- Office of Attorney General Maura Healey
- The Attorney General's Fair Labor Division
Media Contact for AG Healey, Chipotle Reach Nearly $2 Million Settlement to Resolve Child Labor and Earned Sick Time Violations
Boston — Chipotle Mexican Grill Inc. has been cited $1.37 million in restitution and penalties for an estimated 13,253 child labor violations and other state wage and hour law violations at its more than 50 corporate-owned locations in Massachusetts, Attorney General Maura Healey announced today.
As part of the settlement, Chipotle also voluntarily agreed to pay $500,000 towards a fund to be administered by the AG’s Office to benefit young people through education programs about child labor and enforcement of the laws, as well as training and workforce development for young workers.
The AG’s Office issued four citations against Chipotle for violating the child labor and earned sick time laws, failing to make timely payment of wages, and records violations.
“Chipotle is a major national restaurant chain that employs thousands of young people across the country and it has a duty to ensure minors are safe working in its restaurants,” said AG Healey. “We hope these citations send a message to other fast food chains and restaurants that they cannot violate our child labor laws and put young people at risk.”
The AG’s Office began investigating Chipotle after receiving a complaint from a minor employee’s parent in 2016 alleging that the minor had worked well past midnight at a Chipotle location in Beverly.

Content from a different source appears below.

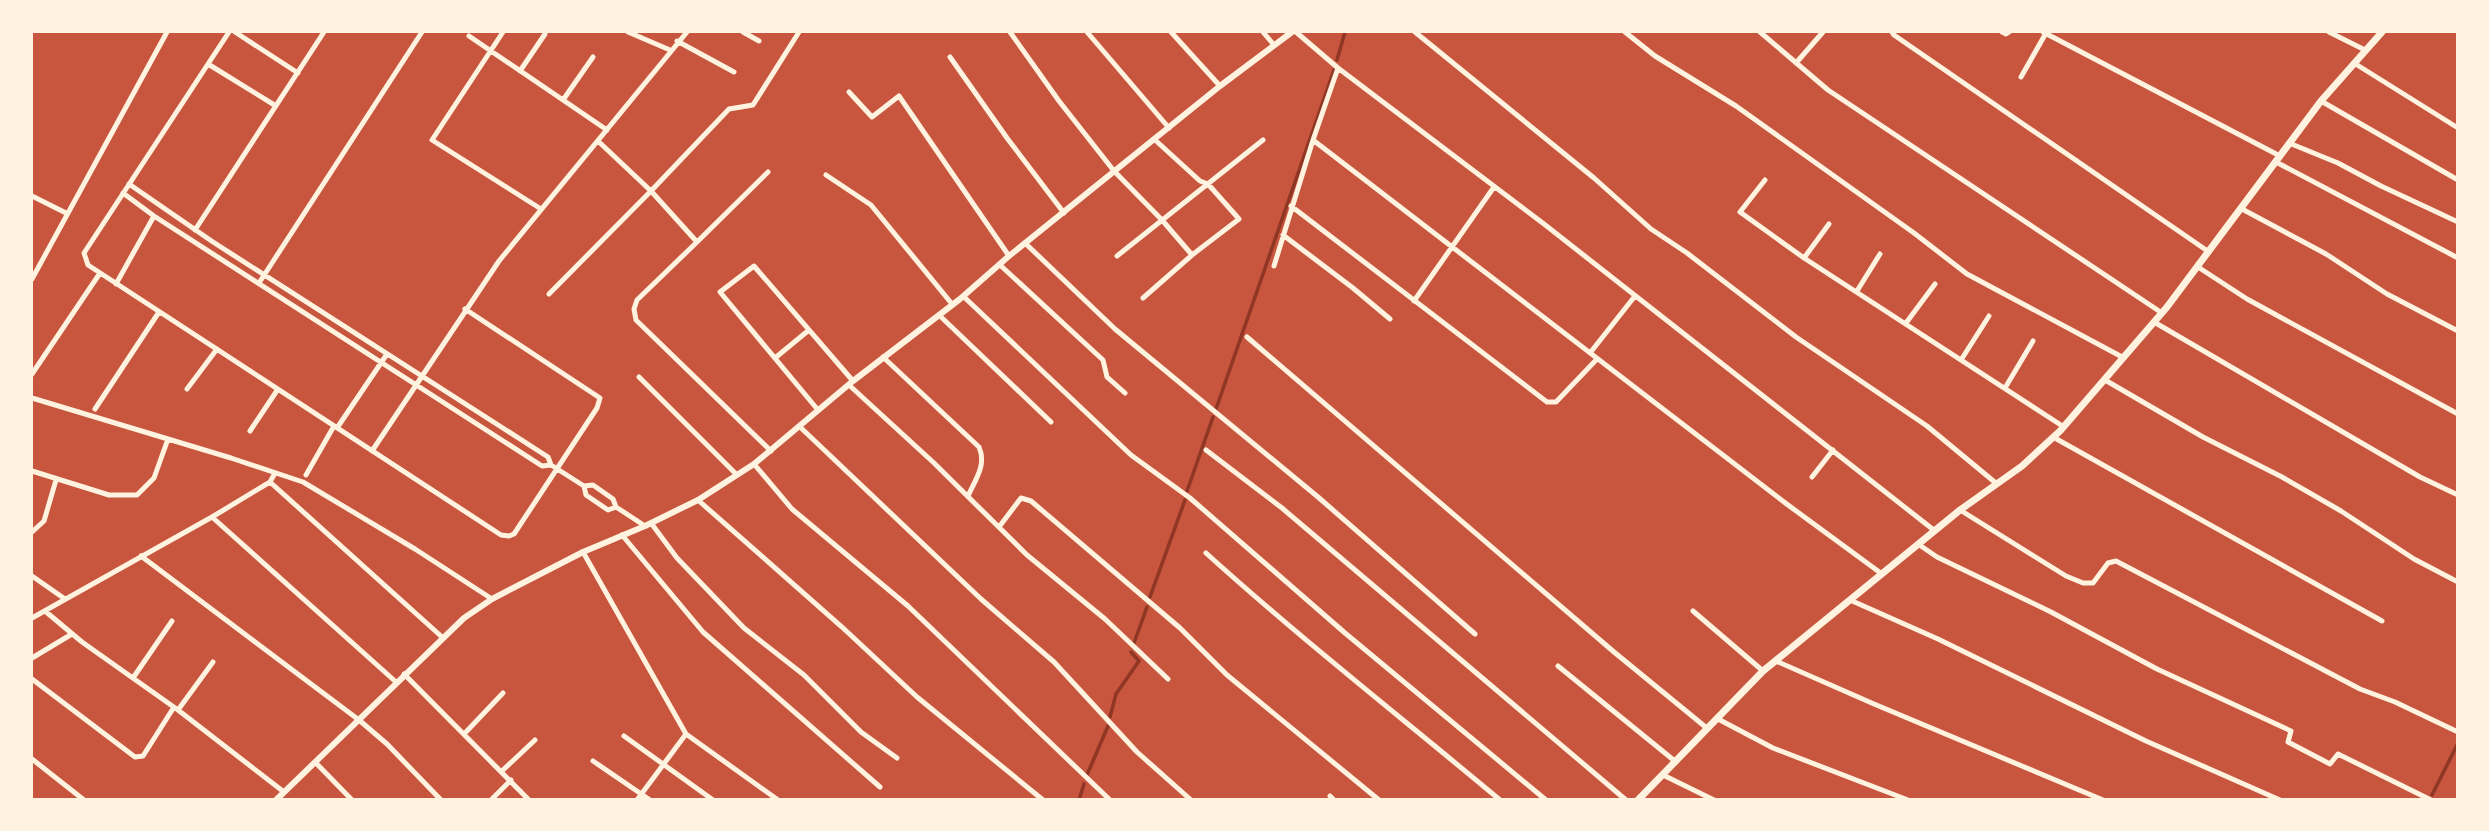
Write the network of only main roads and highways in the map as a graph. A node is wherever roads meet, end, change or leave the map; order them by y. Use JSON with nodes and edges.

A review of Chipotle’s records revealed that minors routinely worked in violation of the child labor laws. Audits conducted by the AG’s Office and Chipotle of several Massachusetts Chipotle locations between 2015 and 2019 identified child labor violations such as minors working without valid work permits, too late into the evening, and too many hours per day and per week.

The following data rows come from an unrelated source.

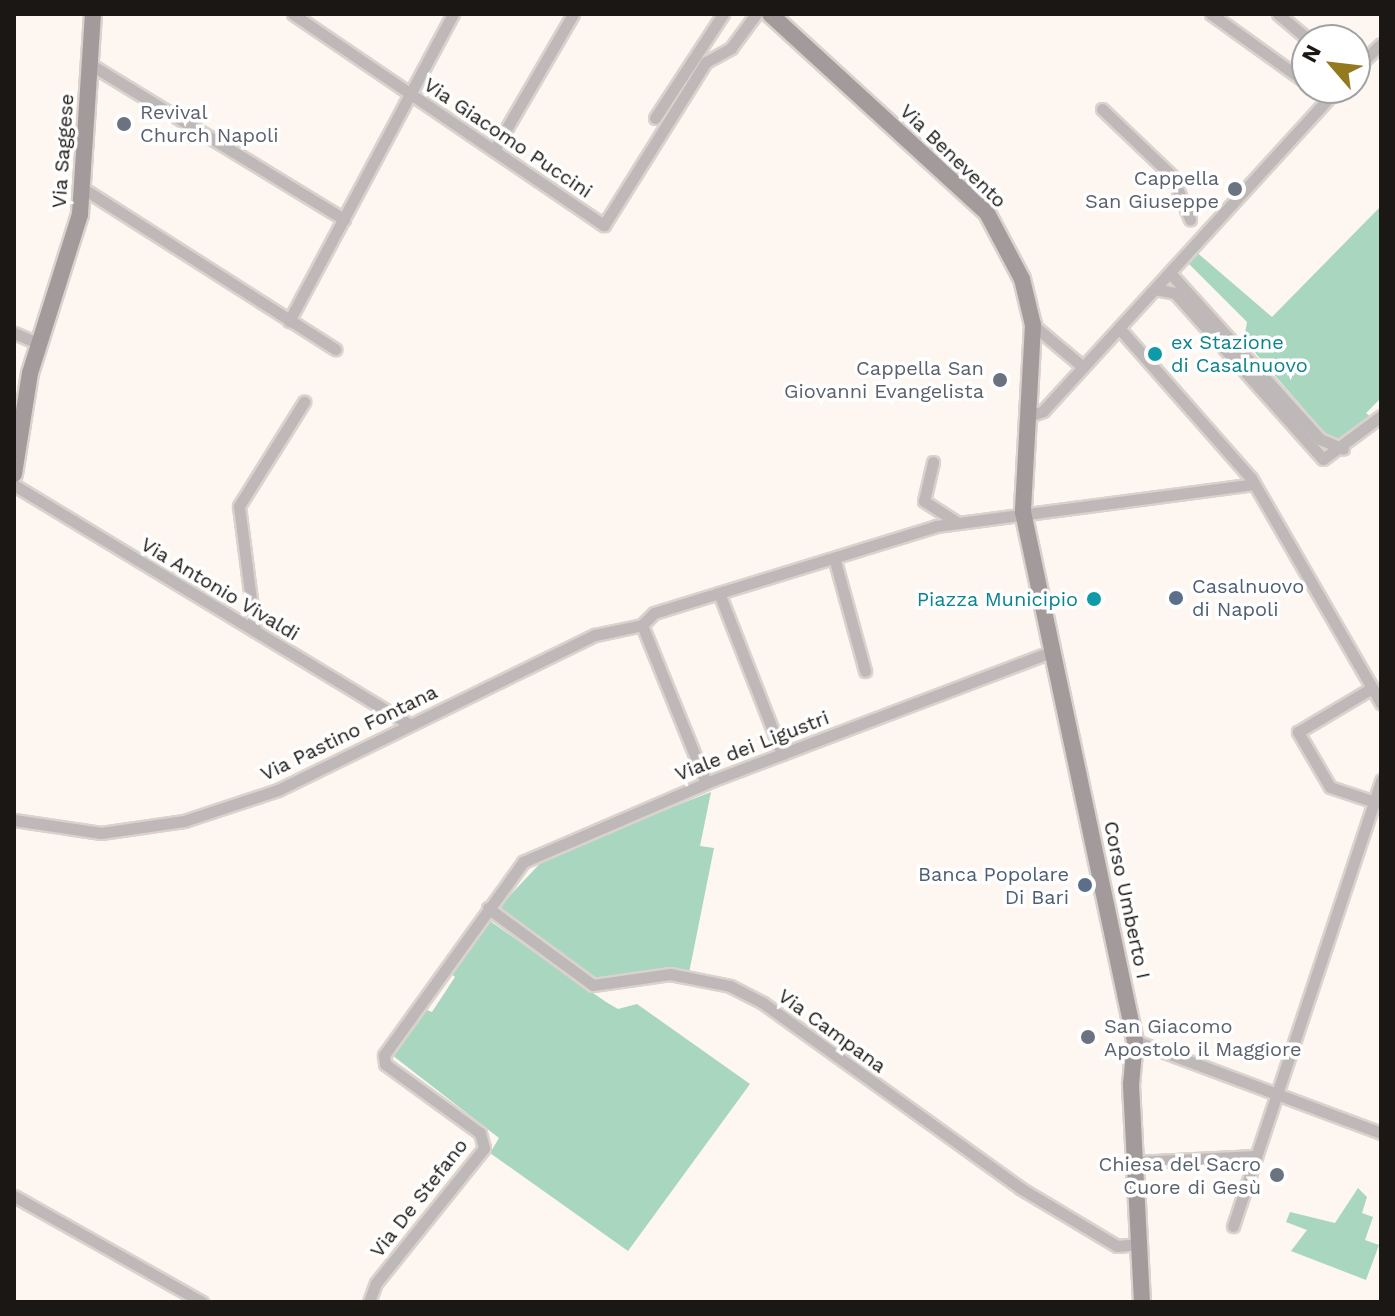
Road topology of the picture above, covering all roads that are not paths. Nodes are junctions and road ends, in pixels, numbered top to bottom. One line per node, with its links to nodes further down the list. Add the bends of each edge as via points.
1 (93, 14): 9 (main road, Via Saggese)
2 (293, 14): 11 (street, Via Giacomo Puccini)
3 (453, 14): 11 (street)
4 (573, 14): 15 (street)
5 (723, 14): 14 (street)
6 (756, 14): 15 (street, Via Giacomo Puccini, via 731,48 706,62 604,225)
7 (770, 14): 22 (main road, Via Benevento, via 987,213 1014,257)
8 (1211, 14): 10 (street)
9 (88, 63): 16 (main road, Via Saggese); 17 (street)
10 (1291, 72)
11 (408, 92): 15 (street, Via Giacomo Puccini); 17 (street)
12 (1319, 104): 19 (street)
13 (1102, 109): 18 (street, via 1172,176)
14 (655, 118)
15 (494, 150)
16 (84, 189): 21 (street); 25 (main road, Via Saggese)
17 (344, 219): 21 (street)
18 (1190, 219)
19 (1170, 273): 20 (street); 31 (street, via 1320,439)
20 (1155, 289): 23 (street); 31 (street, via 1175,293 1317,455 1328,460)
21 (289, 321): 26 (street)
22 (1033, 325): 27 (street); 30 (main road, Via Benevento)
23 (1119, 328): 27 (street); 34 (street)
24 (14, 333): 25 (street)
25 (38, 343): 33 (main road, Via Saggese)
26 (335, 349)
27 (1083, 367): 30 (street, via 1043,411)
28 (304, 402): 41 (street, via 239,506)
29 (1381, 416): 31 (street)
30 (1026, 417): 36 (main road, Via Benevento)
31 (1343, 449)
32 (933, 462): 37 (street, via 924,501)
33 (14, 474)
34 (1254, 484): 36 (street); 44 (street)
35 (14, 485): 41 (street, Via Antonio Vivaldi)
36 (1023, 512): 37 (street, Via Pastino Fontana); 42 (main road, Corso Umberto I)
37 (956, 522): 38 (street, Via Pastino Fontana)
38 (835, 561): 39 (street, Via Pastino Fontana); 43 (street)
39 (719, 593): 40 (street, Via Pastino Fontana, via 654,613); 47 (street)
40 (642, 625): 46 (street, Via Pastino Fontana, via 595,635); 49 (street)
41 (255, 631): 46 (street, Via Antonio Vivaldi)
42 (1051, 652): 47 (street, Viale dei Ligustri); 53 (main road, Corso Umberto I)
43 (865, 671)
44 (1372, 688): 45 (street); 50 (street, via 1298,732 1330,787)
45 (1381, 703)
46 (408, 724): 51 (street, Via Pastino Fontana, via 278,790 184,821 101,833)
47 (782, 754): 49 (street, Viale dei Ligustri)
48 (1381, 780): 50 (street)
49 (706, 783): 52 (street, Viale dei Ligustri, via 539,850)
50 (1372, 801): 54 (street)
51 (14, 820)
52 (488, 908): 60 (street, Via Campana, via 593,985 670,974 730,986 763,1003 1020,1188 1117,1246); 62 (street, Via De Stefano, via 383,1060 480,1133 484,1148 376,1283)
53 (1135, 1041): 54 (street); 57 (main road, Corso Umberto I)
54 (1275, 1094): 55 (street); 56 (street)
55 (1381, 1133)
56 (1255, 1156): 57 (street); 59 (street)
57 (1135, 1162): 60 (main road, Corso Umberto I)
58 (14, 1196): 61 (street)
59 (1233, 1226)
60 (1139, 1244): 63 (main road, Corso Umberto I)
61 (202, 1302)
62 (369, 1302)
63 (1142, 1302)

The investigation found that Chipotle had regularly employed minors without work permits, permitted dozens of 16- and 17-year old employees to work later than the law allows, and allowed minors to work beyond the 9-hour daily limit and 48-hour weekly limit. The investigation also revealed that Chipotle did not properly notify employees of their rights under the earned sick time law, failed to provide the AG’s Office with complete timekeeping records upon request, and in some locations, failed to pay workers within six days of the end of a pay period.
Chipotle accepted the civil citations as part of the settlement agreement, has come into compliance with Massachusetts child labor laws, and cooperated with the AG’s investigation.
AG Healey’s Fair Labor Division is responsible for enforcing state laws regulating the payment of wages, including prevailing wage, minimum wage, overtime, and earned sick time laws. Under Massachusetts law, children under 18 may not work more than 9 hours in a day or more than 48 hours in a week. Fourteen- and 15-year-old children may not work later than 7 p.m. and 16- and 17-year-old children may not work later than 10 p.m. on a night preceding a school day, or later than midnight preceding a non-school day. State law also requires employers to have work permits on file for all workers under 18 years of age.
In fiscal year 2019, the AG’s Office issued 41 citations for child labor law violations totaling more than $487,000 in penalties.
Workers who believe that their rights have been violated in their workplace are encouraged to file a complaint at www.mass.gov/ago/fairlabor. For information about the state’s wage and hour laws, workers may call the AG’s Fair Labor Hotline at (617) 727-3465 or go to the AG’s Workplace Rights website www.mass.gov/ago/fairlabor for materials in multiple languages.
This matter is being handled by Assistant Attorney General Drew Cahill and Senior Investigator Huong Phan of the AG’s Fair Labor Division.